Price: "I think what I know about health care is that what's right for one person isn't necessarily right for another person, but I do know that if we just simply substitute buprenorphine or methadone or some other opioid-type medication for the opioid addiction, then we haven't moved the dial much. And so what we can do to try and find the medications that aren't the agonist, the antagonists. Vivitrol is an example. It's a medication that actually blocks the addictive behavior as well as the seeking behavior. That's exciting stuff. So we ought to be looking at those types of things to actually get folks cured so that they can come back and become productive members of society and realize their dreams."
To reinforce Price’s stance, his spokeswoman also pointed to several blog posts, op-eds and statements in which he writes about improving access to treatment and recovery services, including medication-assisted treatment.
At an April 19 summit in Atlanta where he announced the department’s strategy for fighting opioid crisis, Price noted, according to prepared remarks: "There is no miracle drug that will cure addiction."
Price’s comments as reported by the West Virginia newspaper prompted more than 600 practitioners and researchers to sign a letter asking Price to "set the record straight" about medication-assisted treatment.
"Media sources reported that you characterized these treatments as ‘just substituting one opioid for another.’ The perception that persons receiving long-term therapy with medications — especially with buprenorphine and methadone — are not actually in recovery is widespread but grossly inaccurate. You spoke about the need to enable people with opioid use disorder to become ‘productive members of society and realize their dreams,’ but these medications are precisely what enable people to regain their lives. We urge you to set the record straight: medication-assisted treatments meet the highest standard of clinical evidence for safety and efficacy."
Opioid use disorder or opioid addiction is a chronic relapsing disease similar to diabetes and hypertension, said Gail D'Onofrio, a professor of emergency medicine and chair of the Department of Emergency Medicine at Yale University, in an interview with PolitiFact.
"It is not ‘cured,’ but can be managed effectively," D’Onofrio said.
Abstinence-only often leads to relapse, and since the person has then reduced their tolerance, reuse leads to overdose and unfortunately death, D’Onofrio said.
"Addiction is a disease. It cannot be cured, but it can be treated with medication, counseling, and support from family and friends," said the Substance Abuse and Mental Health Services Administration.

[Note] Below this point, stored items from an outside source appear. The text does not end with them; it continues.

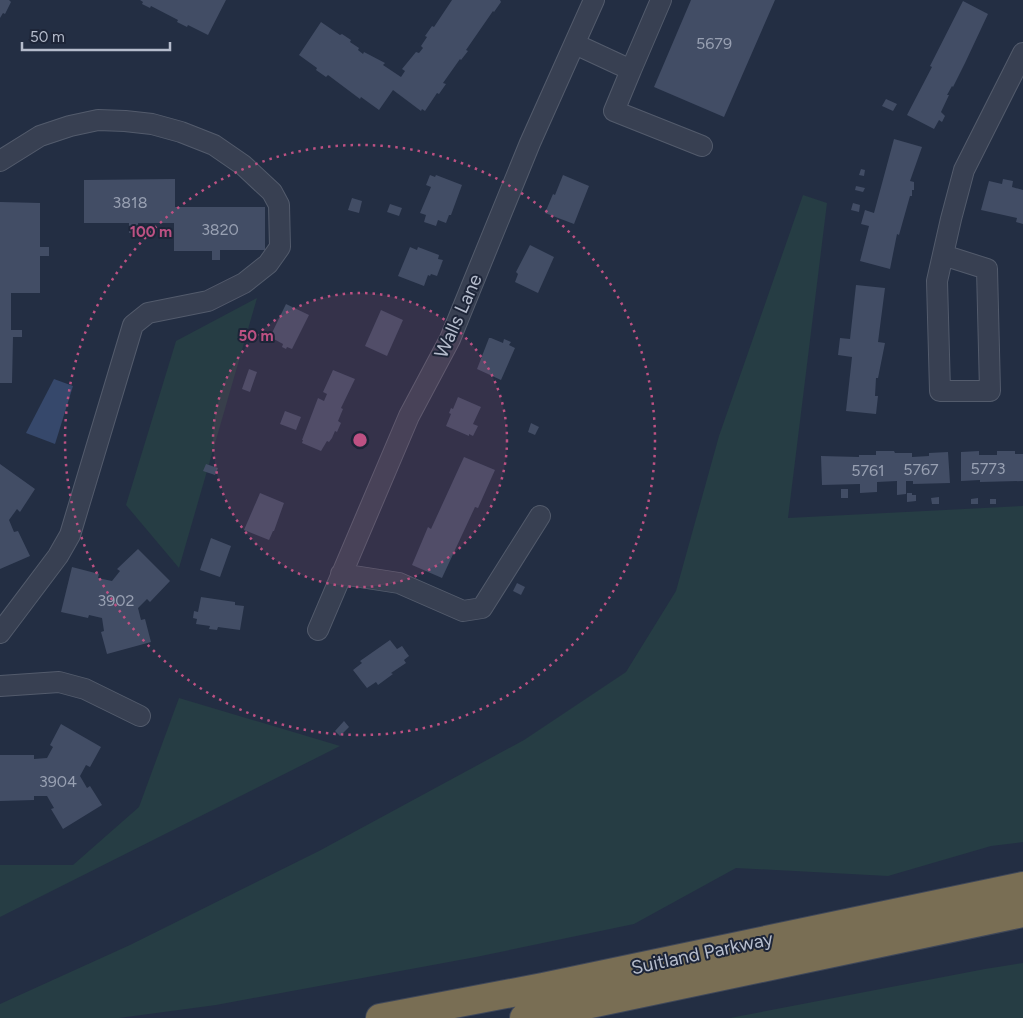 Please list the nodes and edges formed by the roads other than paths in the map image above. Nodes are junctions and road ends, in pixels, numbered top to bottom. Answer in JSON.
{"nodes":[{"id":1,"x":594,"y":0,"type":"edge"},
{"id":2,"x":660,"y":0,"type":"edge"},
{"id":3,"x":575,"y":44,"type":"junction"},
{"id":4,"x":1023,"y":54,"type":"edge"},
{"id":5,"x":631,"y":70,"type":"junction"},
{"id":6,"x":702,"y":146,"type":"dead end"},
{"id":7,"x":0,"y":161,"type":"edge"},
{"id":8,"x":943,"y":255,"type":"junction"},
{"id":9,"x":540,"y":516,"type":"dead end"},
{"id":10,"x":342,"y":574,"type":"junction"},
{"id":11,"x":318,"y":630,"type":"dead end"},
{"id":12,"x":0,"y":633,"type":"edge"},
{"id":13,"x":0,"y":686,"type":"edge"},
{"id":14,"x":140,"y":716,"type":"dead end"},
{"id":15,"x":1023,"y":886,"type":"edge"},
{"id":16,"x":1023,"y":913,"type":"edge"},
{"id":17,"x":380,"y":1018,"type":"edge"},
{"id":18,"x":524,"y":1018,"type":"edge"}],
"edges":[{"from":1,"to":3,"type":"street","name":"Walls Lane"},
{"from":2,"to":5,"type":"street"},
{"from":3,"to":5,"type":"street"},
{"from":3,"to":10,"type":"street","name":"Walls Lane"},
{"from":4,"to":8,"type":"street"},
{"from":5,"to":6,"type":"street"},
{"from":7,"to":12,"type":"street"},
{"from":8,"to":8,"type":"street"},
{"from":9,"to":10,"type":"street"},
{"from":10,"to":11,"type":"street","name":"Walls Lane"},
{"from":13,"to":14,"type":"street"},
{"from":15,"to":17,"type":"highway","name":"Suitland Parkway"},
{"from":16,"to":18,"type":"highway","name":"Suitland Parkway"}]}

Medication treatments — specifically opioid agonists such as buprenorphine and methadone — are the most effective treatments for opioid use disorder, said David A. Fiellin, a professor of medicine at Yale School of Medicine.
"These medications do not simply ‘substitute one opioid for another,’ " said Fiellin. "Rather, they have been specifically chosen based on unique pharmacologic properties that allow them to decrease withdrawal and craving while simultaneously blocking the effect of other opioids."
They also have been endorsed by the World Health Organization, the U.S. Surgeon General, the National Institutes of Health, the Substance Abuse and Mental Health Services Administration, the American Society of Addiction Medicine, the National Governor’s Association and many other leading expert organizations, he said.
"When provided appropriately they avoid euphoria (the high), are taken once a day (rather than multiple times) and allow people with opioid use disorder to function without adverse impact from their medical condition," Fiellin said.
The National Institute on Drug Abuse also dispels "myths" about medications for opioid addiction:
"Methadone and buprenorphine DO NOT substitute one addiction for another. When someone is treated for an opioid addiction, the dosage of medication used does not get them high — it helps reduce opioid cravings and withdrawal. These medications restore balance to the brain circuits affected by addiction, allowing the patient’s brain to heal while working toward recovery."